Automation-weary consumers will also be relieved to find that the prolific use of customer service chatbots is also under review. While they can be useful when it comes to pointing people in the right direction for simple queries, they have a limited capacity to resolve complex issues, and frequently provide inaccurate information that leads to more wasted time and greater frustration on the part of users.

The CFPB plans to issue guidance around when institutions like banks can implement chatbots instead of providing real customer service, and will identify when the use of automated chatbots or AI  voice recordings is unlawful, as customers are often duped into believing they’re speaking with a fellow human.

These forthcoming rules won’t yet impact the retail sector, but creating a pathway for regulating the automated tools upon which companies and organizations have become so reliant may have a trickle-down effect onto other industries.

Fighting fake reviews

One Biden-Harris objective that stands to immediately impact brands and e-tailers surrounds the regulation of consumer reviews, which the administration says will “[ensure] accountability for companies that provide bad service.”

The FTC is reviewing a proposal that, if finalized, would prevent marketers from employing illicit review and endorsement schemes. From posting and boosting fake, flattering reviews to suppressing honest, negative ones—or even paying for positive endorsement—companies are deceiving shoppers looking for genuine feedback on a product or service, the White House said.

A survey earlier this year from BazaarVoice indicated that consumers are onto these ploys, with 75 percent saying they’re concerned about encountering bogus reviews when shopping online. It’s a tactic Amazon sellers have been employing for years, with the company insisting that it regularly reports the fake-review brokers spamming listings with dozens of inauthentic reviews. In 2022, the tech titan filed suits against over 10,000 Facebook group administrators hawking fake consumer feedback and took aim at Auction Sentinel, a firm that sells “verified” reviews for a profit.

While it reports annually on its efforts to weed out such bad actors, Amazon itself regularly engages in farming reviews. Amazon Vine, an invitation-only program, allows “the most insightful reviewers” on the marketplace to serve as “Vine Voices,” ordering items free of charge in exchange for written product testimonials.
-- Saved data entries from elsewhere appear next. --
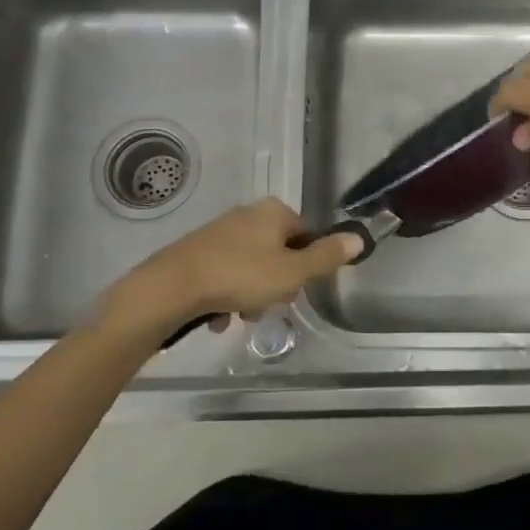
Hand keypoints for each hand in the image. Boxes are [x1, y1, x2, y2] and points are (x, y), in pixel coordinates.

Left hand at [96, 198, 362, 334]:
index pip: (305, 235)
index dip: (305, 265)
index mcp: (273, 212)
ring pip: (250, 267)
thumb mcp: (292, 272)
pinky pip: (224, 275)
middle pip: (278, 253)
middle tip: (267, 305)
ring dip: (251, 295)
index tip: (295, 288)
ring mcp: (218, 232)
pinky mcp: (195, 252)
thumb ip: (327, 256)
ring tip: (239, 316)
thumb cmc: (240, 276)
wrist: (170, 288)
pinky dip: (226, 295)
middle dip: (276, 284)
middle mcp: (246, 214)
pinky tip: (218, 317)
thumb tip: (359, 238)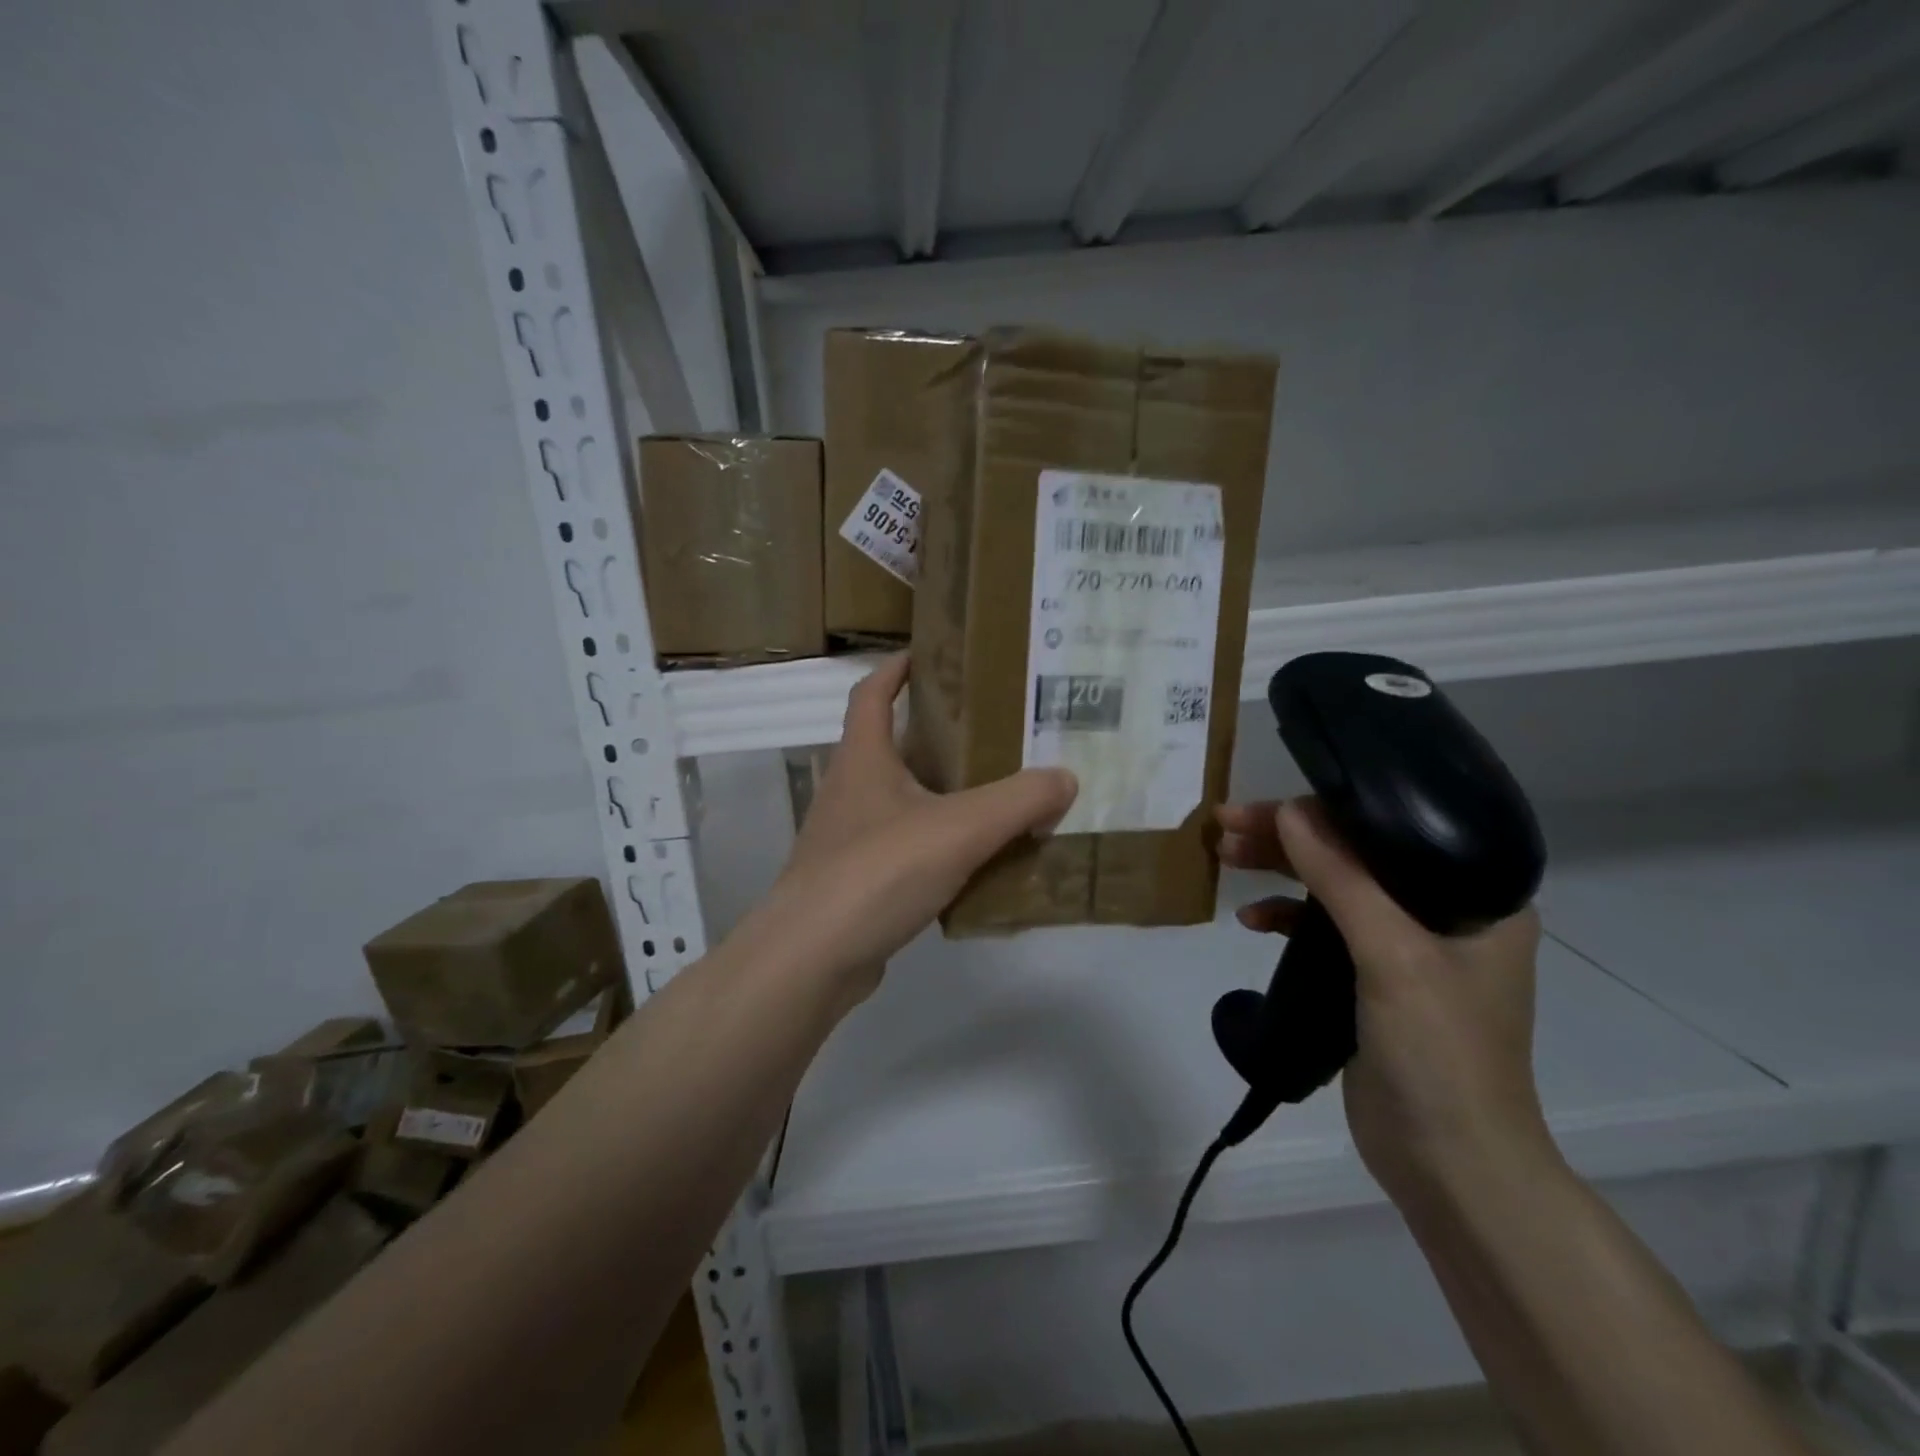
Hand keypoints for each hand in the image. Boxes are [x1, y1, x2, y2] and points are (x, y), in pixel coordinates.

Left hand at [754, 654, 1076, 997]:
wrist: (811, 959)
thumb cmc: (877, 872)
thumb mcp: (959, 828)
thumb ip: (1018, 801)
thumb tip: (1065, 778)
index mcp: (863, 758)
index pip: (871, 693)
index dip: (896, 668)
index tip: (930, 654)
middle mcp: (849, 790)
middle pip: (891, 746)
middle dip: (936, 736)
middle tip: (991, 733)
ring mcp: (847, 840)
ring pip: (901, 802)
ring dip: (941, 796)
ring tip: (995, 797)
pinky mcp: (855, 883)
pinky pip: (904, 850)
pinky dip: (936, 847)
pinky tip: (975, 864)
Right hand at [1218, 798, 1555, 1201]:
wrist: (1451, 1166)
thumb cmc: (1440, 1053)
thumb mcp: (1391, 955)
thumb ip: (1341, 878)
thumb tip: (1289, 810)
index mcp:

The company has also been investigated by the FTC over allegations that it boosts its in-house brands in searches, even if those products aren’t the most relevant to a consumer’s search query, the highest-selling, or the best-rated or reviewed—another way lawmakers have said it manipulates the consumer experience.
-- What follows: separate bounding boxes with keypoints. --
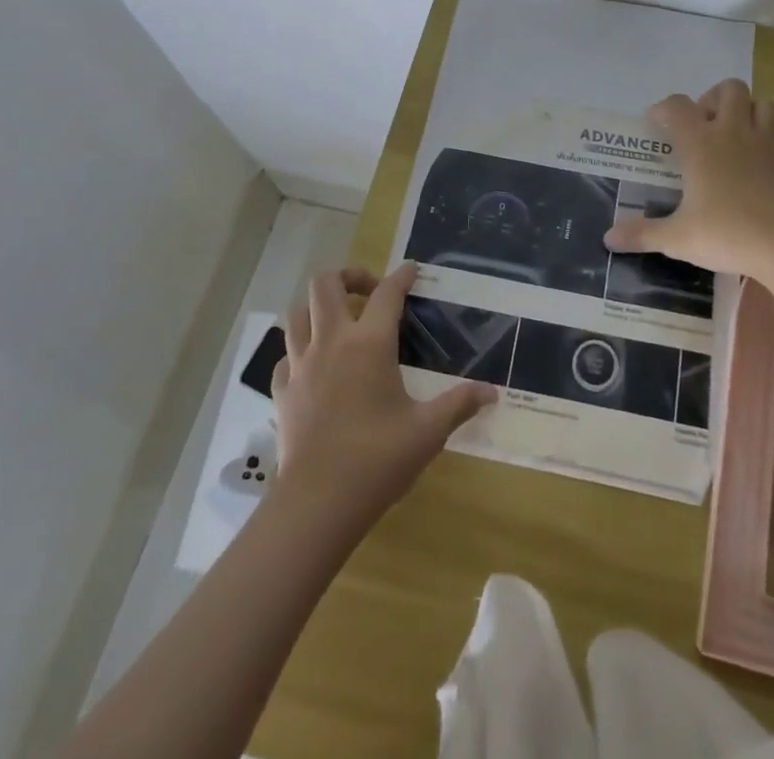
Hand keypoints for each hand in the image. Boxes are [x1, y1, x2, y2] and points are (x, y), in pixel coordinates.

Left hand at [273, 263, 495, 532]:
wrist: (317, 503)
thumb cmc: (378, 460)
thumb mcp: (428, 431)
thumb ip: (459, 404)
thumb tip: (492, 392)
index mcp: (369, 344)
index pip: (387, 293)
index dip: (402, 276)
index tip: (412, 270)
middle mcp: (331, 342)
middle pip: (326, 284)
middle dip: (349, 276)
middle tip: (370, 292)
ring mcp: (301, 365)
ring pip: (298, 313)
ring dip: (318, 308)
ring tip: (339, 321)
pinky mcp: (281, 391)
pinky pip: (285, 355)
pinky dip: (300, 350)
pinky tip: (315, 366)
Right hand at [604, 79, 773, 285]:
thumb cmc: (726, 234)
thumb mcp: (676, 238)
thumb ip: (642, 234)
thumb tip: (608, 239)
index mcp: (700, 144)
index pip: (677, 106)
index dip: (664, 109)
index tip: (656, 123)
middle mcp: (734, 133)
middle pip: (729, 89)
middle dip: (715, 98)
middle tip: (704, 124)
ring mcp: (769, 144)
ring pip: (765, 105)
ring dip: (750, 113)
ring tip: (737, 136)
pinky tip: (770, 159)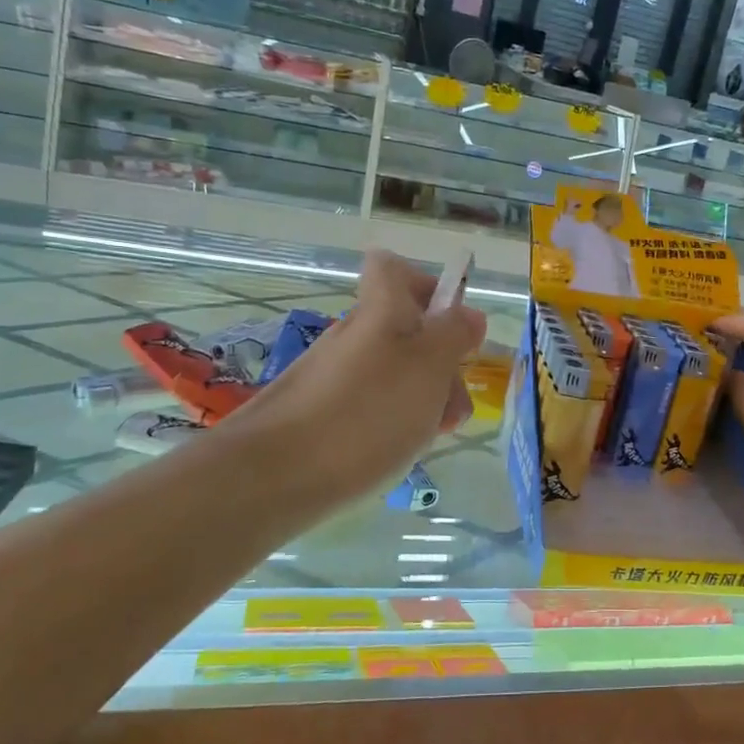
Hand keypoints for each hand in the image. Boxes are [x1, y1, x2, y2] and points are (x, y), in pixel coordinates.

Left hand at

The comprehensive final Rule on the Use of Consumer Reviews and Testimonials, released by the FTC on Wednesday, prohibits companies from buying or selling fake consumer reviews or testimonials, both positive and negative in nature. It outlaws certain company insiders from creating reviews as shoppers without disclosing their relationships to the entities being reviewed, and it addresses review suppression practices that bury or remove unfavorable consumer comments. Notably, the law also targets “fake indicators of social media influence,” criminalizing the sale or distribution of bot-generated follows, likes or views.

Such practices have “polluted the marketplace,” the FTC wrote in a blog post. “Consumers should be able to trust the authenticity of feedback they read, hear, or see about a product or service. But digital content—including reviews and testimonials—has always been easy to fake, and with generative AI tools it’s now even easier. That makes our new rule even more significant.”
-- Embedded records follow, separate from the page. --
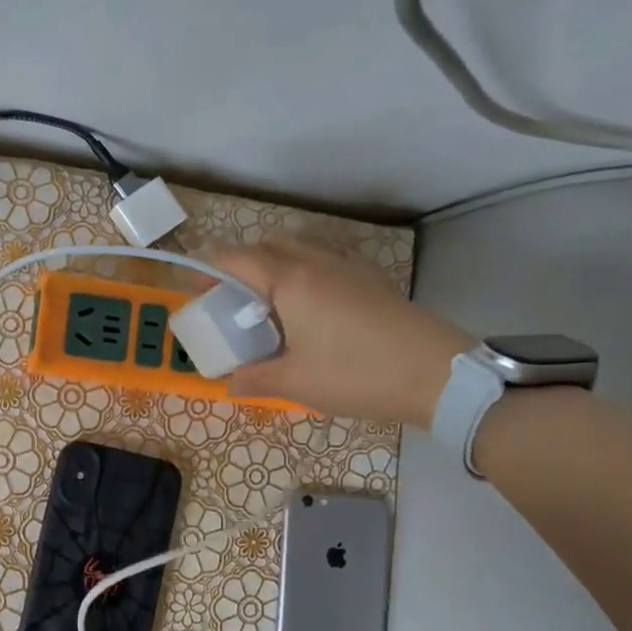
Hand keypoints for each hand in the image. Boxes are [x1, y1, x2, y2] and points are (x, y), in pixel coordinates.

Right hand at [207, 238, 473, 426]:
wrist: (438, 375)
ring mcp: (348, 267)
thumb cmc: (356, 374)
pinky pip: (324, 262)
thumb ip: (255, 379)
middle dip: (240, 264)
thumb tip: (230, 384)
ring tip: (266, 304)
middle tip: (229, 298)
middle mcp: (317, 263)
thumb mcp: (296, 383)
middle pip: (267, 246)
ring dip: (273, 266)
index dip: (209, 268)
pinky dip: (303, 273)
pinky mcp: (371, 280)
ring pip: (299, 250)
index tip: (193, 287)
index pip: (237, 260)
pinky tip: (308, 310)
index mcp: (290, 282)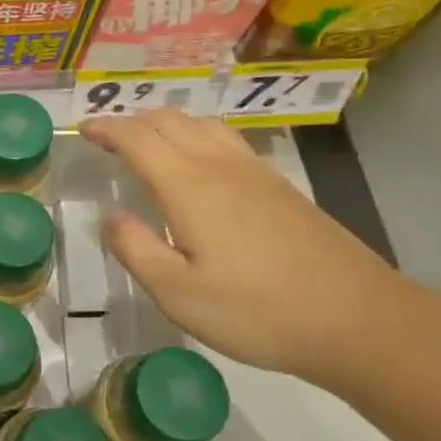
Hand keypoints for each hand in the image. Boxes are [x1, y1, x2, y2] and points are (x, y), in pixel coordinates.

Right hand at [82, 111, 426, 387]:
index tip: (83, 130)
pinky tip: (199, 163)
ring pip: (202, 124)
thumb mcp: (177, 294)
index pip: (138, 139)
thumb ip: (136, 249)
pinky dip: (197, 135)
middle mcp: (220, 167)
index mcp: (189, 187)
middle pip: (170, 121)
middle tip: (108, 138)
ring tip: (149, 142)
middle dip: (133, 121)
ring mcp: (256, 173)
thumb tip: (111, 217)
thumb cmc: (257, 311)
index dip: (107, 129)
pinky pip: (227, 141)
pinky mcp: (281, 187)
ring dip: (167, 124)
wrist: (357, 319)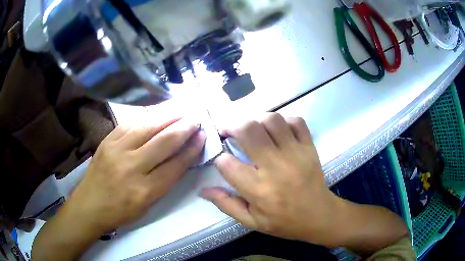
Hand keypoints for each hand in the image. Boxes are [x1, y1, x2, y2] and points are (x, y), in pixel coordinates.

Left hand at [69, 118, 205, 232]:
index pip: (175, 165)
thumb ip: (165, 181)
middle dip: (184, 128)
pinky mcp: (107, 140)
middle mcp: (131, 167)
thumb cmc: (121, 210)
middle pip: (164, 142)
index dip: (192, 149)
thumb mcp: (148, 204)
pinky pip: (131, 123)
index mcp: (144, 191)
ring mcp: (116, 150)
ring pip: (148, 126)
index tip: (202, 137)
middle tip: (196, 120)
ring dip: (169, 117)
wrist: (89, 204)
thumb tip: (182, 156)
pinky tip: (158, 113)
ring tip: (182, 111)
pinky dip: (148, 117)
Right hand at [202, 113, 336, 244]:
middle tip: (230, 132)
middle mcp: (275, 167)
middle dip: (233, 126)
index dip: (219, 157)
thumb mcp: (252, 221)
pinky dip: (284, 121)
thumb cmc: (284, 222)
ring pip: (272, 120)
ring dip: (257, 121)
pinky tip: (278, 131)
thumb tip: (203, 190)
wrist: (319, 216)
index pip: (227, 163)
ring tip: (254, 130)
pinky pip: (296, 122)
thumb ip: (227, 205)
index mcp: (259, 190)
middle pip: (248, 130)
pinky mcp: (309, 147)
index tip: (222, 158)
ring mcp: (295, 154)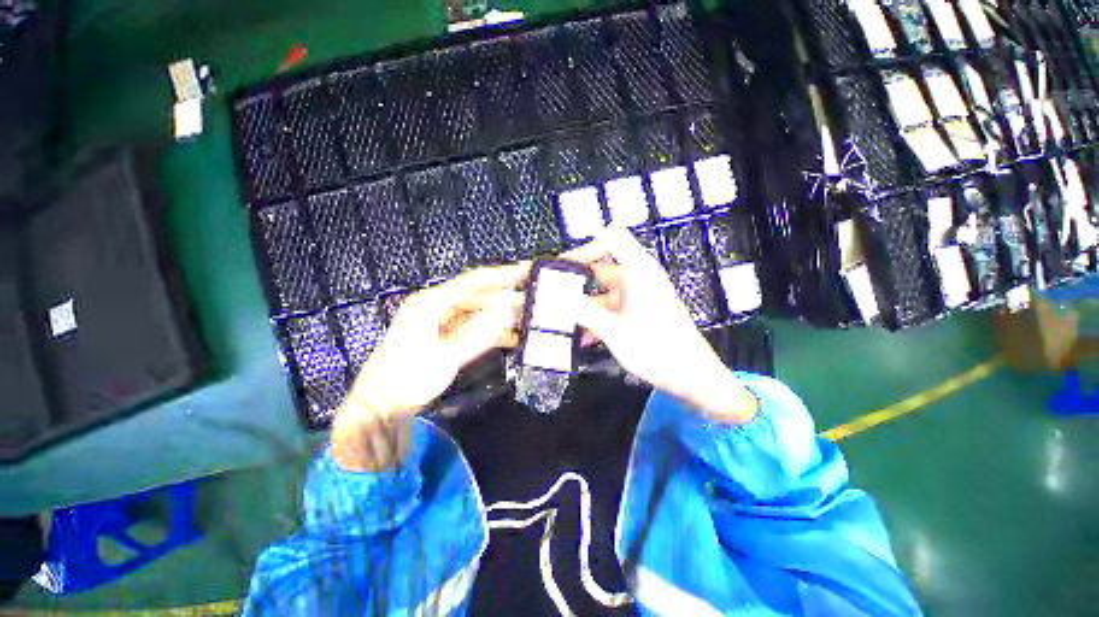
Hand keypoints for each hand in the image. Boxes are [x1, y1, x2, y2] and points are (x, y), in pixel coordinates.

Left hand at [332, 264, 526, 470]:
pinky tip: (511, 337)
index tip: (527, 271)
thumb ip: (478, 333)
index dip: (502, 275)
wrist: (381, 407)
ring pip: (478, 312)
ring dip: (501, 316)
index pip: (473, 282)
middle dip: (506, 298)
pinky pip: (474, 327)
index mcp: (430, 304)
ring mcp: (440, 321)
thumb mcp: (445, 357)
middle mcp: (436, 307)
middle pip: (478, 296)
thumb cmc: (407, 380)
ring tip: (527, 320)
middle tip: (533, 300)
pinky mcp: (445, 335)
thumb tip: (507, 312)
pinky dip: (492, 331)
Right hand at [566, 229, 756, 423]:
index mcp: (639, 272)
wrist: (693, 377)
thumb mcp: (613, 332)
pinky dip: (600, 316)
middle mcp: (641, 278)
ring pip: (606, 291)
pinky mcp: (642, 310)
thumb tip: (558, 299)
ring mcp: (642, 295)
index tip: (566, 266)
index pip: (612, 239)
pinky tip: (586, 336)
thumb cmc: (660, 352)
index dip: (587, 247)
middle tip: (557, 296)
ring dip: (587, 305)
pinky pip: (614, 306)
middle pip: (604, 267)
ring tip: (567, 321)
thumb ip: (583, 312)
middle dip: (579, 283)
The maximum civil penalty is currently set at $51,744 per violation, though it will be left in the hands of the courts to decide how many violations are applied to a given case.

“Is this new rule going to sit on the proverbial bookshelf and collect dust? You better believe it won’t,” the agency added. “The FTC will look to use it, when applicable, to go after those who employ these prohibited practices to hoodwink consumers and get an unfair leg up on their competitors.”